Neighbours advise that previous occupiers had the same problem, ruling out my appliances. The house is 2 storey detached and 7 years old, so I doubt if any significant modifications to the electrics have been done since.
The RCD is a 30 ma type and self test button trips it ok. Its not connected to the lighting, which has its own set of CBs but no RCD. Power is 240v from underground supply.
I thought it may have been a fault with the evaporative cooler, but I unplugged that in the ceiling this weekend and on Monday the RCD didn't trip - I thought I'd nailed it! - but on Tuesday morn it tripped so back to the drawing board.

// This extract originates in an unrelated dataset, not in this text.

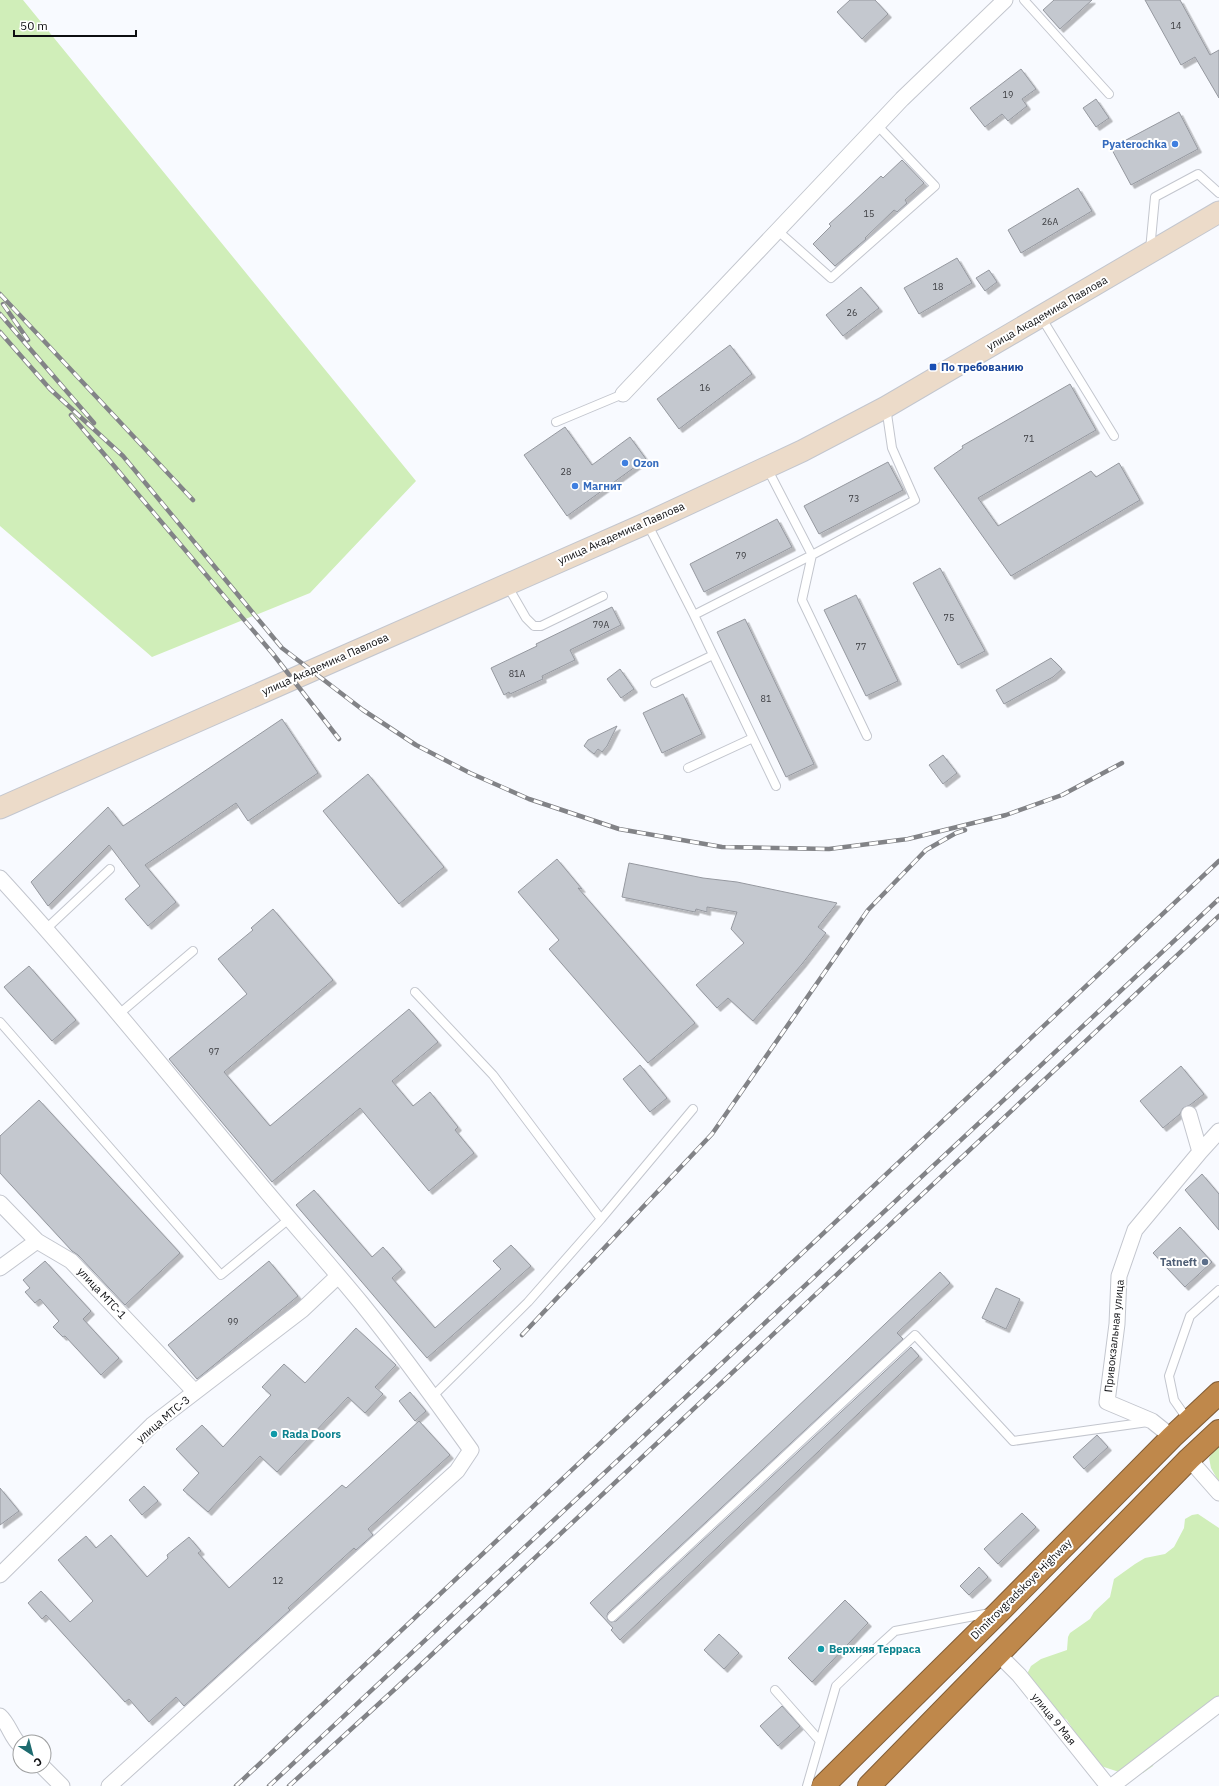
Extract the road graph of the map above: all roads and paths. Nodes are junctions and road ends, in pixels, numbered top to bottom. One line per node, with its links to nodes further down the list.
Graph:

The house electrics include: Evap cooler and gas ducted heater (Brivis) both controlled from a wall mounted thermostat/controller. Electric oven, one electric element on the cooker, range hood, and automatic garden sprinkler system.
The sprinkler system controller is unplugged and not used.
The only timing system in the house that apparently preserves its time when power is interrupted appears to be the heating/cooling controller (maybe it has a battery backup?).
This is driving me nuts! I am trying to isolate the issue to one circuit now, by switching off CBs each morn just before 7am and watching for a trip, but due to the unpredictability of the trip, a failure to trip doesn't prove that I've isolated the fault.
Any help greatly appreciated, and FYI, I am located in Melbourne Australia.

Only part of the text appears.